**INPUT MATERIAL**
━━━━
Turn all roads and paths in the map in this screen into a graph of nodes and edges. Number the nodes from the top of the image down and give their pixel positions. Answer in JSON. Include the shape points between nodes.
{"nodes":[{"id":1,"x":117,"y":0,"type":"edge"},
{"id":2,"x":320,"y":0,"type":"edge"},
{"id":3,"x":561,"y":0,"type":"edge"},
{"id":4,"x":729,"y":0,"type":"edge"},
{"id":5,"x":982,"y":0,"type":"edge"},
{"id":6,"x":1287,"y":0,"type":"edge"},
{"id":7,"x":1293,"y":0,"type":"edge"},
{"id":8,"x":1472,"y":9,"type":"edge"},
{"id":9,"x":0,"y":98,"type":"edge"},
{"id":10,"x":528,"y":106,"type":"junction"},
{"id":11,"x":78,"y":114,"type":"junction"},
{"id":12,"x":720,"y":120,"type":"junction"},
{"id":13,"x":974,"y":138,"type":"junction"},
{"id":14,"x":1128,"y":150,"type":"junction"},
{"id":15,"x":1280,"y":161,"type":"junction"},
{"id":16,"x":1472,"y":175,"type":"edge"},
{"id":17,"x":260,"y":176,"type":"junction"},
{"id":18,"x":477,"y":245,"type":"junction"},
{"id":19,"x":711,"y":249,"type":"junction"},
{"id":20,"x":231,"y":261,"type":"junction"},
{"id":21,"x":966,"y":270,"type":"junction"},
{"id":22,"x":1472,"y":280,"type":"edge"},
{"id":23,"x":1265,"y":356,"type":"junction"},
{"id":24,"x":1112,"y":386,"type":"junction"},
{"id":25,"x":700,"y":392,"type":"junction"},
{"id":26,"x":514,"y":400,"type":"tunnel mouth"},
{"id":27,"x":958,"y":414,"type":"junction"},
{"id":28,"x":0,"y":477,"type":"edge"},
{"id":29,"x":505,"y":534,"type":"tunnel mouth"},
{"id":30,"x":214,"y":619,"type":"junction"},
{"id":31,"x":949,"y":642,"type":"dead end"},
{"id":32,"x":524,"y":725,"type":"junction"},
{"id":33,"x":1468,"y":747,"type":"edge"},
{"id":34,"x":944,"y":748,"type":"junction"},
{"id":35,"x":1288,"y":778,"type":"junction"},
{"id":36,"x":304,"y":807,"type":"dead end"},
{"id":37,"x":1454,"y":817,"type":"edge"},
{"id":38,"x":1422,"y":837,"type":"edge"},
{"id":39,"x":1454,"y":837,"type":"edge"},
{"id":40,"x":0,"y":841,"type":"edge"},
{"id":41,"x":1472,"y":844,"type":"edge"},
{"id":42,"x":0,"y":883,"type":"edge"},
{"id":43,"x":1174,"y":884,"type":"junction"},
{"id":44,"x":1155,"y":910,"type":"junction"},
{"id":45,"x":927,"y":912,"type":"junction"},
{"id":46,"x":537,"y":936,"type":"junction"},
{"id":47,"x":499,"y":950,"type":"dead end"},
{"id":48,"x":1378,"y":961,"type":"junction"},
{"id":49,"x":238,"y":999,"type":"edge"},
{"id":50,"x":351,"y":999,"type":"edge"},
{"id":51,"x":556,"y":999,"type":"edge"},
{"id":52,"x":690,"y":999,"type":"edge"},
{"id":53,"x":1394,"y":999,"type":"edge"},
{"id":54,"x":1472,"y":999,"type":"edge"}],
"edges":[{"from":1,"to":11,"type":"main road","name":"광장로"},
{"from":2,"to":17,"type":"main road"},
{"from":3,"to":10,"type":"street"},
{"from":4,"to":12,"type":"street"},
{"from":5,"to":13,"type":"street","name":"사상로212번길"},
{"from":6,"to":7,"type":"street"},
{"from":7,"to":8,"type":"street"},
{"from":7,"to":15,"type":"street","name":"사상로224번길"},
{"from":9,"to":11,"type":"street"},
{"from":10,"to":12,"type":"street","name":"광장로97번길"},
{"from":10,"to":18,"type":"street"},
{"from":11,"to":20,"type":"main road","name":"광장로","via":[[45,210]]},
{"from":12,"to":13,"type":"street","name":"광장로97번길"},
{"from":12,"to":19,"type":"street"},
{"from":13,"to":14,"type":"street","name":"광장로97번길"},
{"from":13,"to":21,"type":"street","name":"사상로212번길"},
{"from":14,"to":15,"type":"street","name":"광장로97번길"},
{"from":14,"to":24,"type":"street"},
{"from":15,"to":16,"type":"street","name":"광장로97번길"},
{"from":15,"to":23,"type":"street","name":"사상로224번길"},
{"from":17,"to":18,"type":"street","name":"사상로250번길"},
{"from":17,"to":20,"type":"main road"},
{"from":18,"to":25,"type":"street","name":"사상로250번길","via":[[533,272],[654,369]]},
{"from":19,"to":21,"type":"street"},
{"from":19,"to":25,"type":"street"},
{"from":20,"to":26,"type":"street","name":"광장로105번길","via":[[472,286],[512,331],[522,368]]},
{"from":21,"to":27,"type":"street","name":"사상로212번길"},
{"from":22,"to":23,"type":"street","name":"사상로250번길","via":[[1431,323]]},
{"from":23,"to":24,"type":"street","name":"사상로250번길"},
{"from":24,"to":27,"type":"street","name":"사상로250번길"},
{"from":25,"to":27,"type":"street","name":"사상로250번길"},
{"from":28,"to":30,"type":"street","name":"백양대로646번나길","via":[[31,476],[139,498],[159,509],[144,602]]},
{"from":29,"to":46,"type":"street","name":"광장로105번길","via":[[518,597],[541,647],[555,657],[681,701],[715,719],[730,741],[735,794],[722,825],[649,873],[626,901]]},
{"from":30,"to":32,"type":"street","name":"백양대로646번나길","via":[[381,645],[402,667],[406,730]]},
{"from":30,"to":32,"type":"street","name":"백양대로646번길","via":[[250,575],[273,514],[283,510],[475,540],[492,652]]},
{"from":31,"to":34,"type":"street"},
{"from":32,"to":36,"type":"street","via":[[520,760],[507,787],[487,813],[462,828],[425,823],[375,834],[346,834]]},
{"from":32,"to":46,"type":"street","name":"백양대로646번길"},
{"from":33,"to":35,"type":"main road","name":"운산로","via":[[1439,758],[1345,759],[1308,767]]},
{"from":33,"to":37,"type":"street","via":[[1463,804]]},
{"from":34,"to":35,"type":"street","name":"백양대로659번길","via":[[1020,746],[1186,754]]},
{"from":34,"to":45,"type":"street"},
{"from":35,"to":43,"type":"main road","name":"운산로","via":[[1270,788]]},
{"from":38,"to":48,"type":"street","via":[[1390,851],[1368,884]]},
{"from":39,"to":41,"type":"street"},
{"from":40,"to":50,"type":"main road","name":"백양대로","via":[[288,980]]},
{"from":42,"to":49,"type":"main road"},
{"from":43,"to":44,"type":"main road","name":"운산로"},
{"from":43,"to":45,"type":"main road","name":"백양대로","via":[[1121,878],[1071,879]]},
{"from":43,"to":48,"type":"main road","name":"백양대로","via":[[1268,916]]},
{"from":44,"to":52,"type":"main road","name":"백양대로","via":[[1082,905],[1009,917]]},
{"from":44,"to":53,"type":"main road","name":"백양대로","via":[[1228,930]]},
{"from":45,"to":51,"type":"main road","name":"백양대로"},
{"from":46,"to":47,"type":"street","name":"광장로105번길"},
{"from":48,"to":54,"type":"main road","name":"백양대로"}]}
━━━━
**EXERCISE DESCRIPTION**
Copy the lines of the entries above that mention "tunnel".

**SOLUTION BELOW**
{"id":26,"x":514,"y":400,"type":"tunnel mouth"},
{"id":29,"x":505,"y":534,"type":"tunnel mouth"},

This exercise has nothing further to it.